Africa is emerging as a preferred global destination for travellers, driven by a thriving tourism and business sector. The continent’s aviation landscape is now a formidable force, fostering crucial connections between Africa and the global community.

Recently, Skytrax, a renowned international airline assessment organization, revealed its 2023 report on the Best Airports in Africa. South Africa dominated the regional ranking, with additional entries from Kenya, Morocco, Rwanda, and Mauritius.

1. Cape Town International Airport, South Africa

This is a premier international hub with modern infrastructure and a commitment to eco-friendly practices. The airport hosts 4.13 passengers per 10 square meters daily, catering to a discerning crowd.

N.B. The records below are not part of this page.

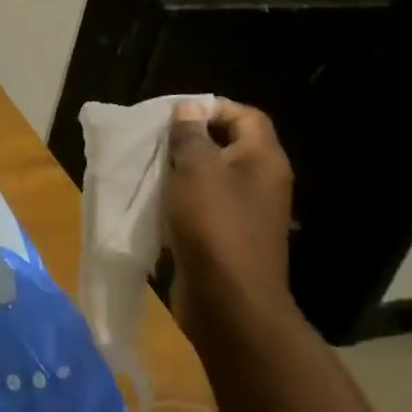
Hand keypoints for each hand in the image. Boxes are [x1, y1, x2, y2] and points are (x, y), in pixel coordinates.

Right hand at [164, 99, 296, 344]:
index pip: (245, 116)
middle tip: (155, 141)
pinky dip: (179, 202)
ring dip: (180, 173)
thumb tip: (188, 109)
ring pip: (211, 178)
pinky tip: (154, 205)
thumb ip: (190, 135)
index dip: (212, 108)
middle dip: (189, 140)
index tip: (174, 115)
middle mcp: (260, 183)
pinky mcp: (227, 239)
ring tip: (149, 170)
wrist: (229, 303)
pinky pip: (203, 208)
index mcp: (263, 161)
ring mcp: (246, 214)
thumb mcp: (196, 169)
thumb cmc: (214, 225)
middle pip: (227, 145)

2. King Shaka International Airport, South Africa

Located in Durban, it stands as a beacon of excellence among Africa’s best international airports. The terminal, covering 102,000 m2, can handle 7.5 million passengers annually.

3. Johannesburg International Airport, South Africa

Serving as the primary hub for domestic and international travel in South Africa. Since 2020, Africa’s fifth busiest airport with a capacity for 28 million passengers per year.

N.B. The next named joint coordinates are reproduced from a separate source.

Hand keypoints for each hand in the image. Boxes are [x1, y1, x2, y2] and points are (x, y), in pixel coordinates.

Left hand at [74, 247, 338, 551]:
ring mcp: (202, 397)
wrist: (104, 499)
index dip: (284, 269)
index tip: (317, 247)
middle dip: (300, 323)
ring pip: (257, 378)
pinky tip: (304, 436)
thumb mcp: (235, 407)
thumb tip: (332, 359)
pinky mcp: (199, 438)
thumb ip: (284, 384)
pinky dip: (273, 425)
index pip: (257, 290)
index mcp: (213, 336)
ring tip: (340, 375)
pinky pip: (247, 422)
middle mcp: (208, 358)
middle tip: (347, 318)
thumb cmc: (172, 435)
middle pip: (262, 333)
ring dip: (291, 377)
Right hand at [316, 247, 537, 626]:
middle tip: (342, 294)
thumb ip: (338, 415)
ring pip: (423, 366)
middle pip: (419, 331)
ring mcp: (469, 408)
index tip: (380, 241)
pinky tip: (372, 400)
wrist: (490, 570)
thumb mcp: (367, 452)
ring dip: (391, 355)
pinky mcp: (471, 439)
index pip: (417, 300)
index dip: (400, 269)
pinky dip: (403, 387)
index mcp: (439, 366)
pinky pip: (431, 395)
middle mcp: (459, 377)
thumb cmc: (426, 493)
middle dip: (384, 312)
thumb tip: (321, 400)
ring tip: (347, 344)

4. Casablanca International Airport, Morocco

Handled about 7.6 million passengers in 2022, ranking among the top 10 busiest airports in Africa. A hub for Royal Air Maroc, Royal Air Maroc Express, and Air Arabia Maroc.

5. Mauritius International Airport

A strategic gateway with direct flights to Africa, Asia, Australia, and Europe. Renowned for its commitment to passenger satisfaction and prime location.

6. Marrakech International Airport, Morocco

An international facility connecting Europe, the Arab world, and soon North America. Terminals designed to handle 2,500,000 passengers annually.

7. Addis Ababa International Airport, Ethiopia

Formerly Haile Selassie I International Airport, it’s the main hub for Ethiopian Airlines. Links Ethiopia and Africa to Asia, Europe, North America, and South America.

8. Kigali International Airport, Rwanda

Serving Kigali and playing a vital role in connecting Congolese, Burundian, and Ugandan cities. The terminal accommodates 1.5 million passengers annually.

9. Nairobi International Airport, Kenya

A key connection point to East African destinations, quadrupling its capacity to host 26.5 million passengers yearly.

10. Bloemfontein International Airport, South Africa

Formerly Bloemfontein International Airport, now Bram Fischer International Airport. An economic hub hosting over 300,000 passengers and 17,000 air traffic movements annually.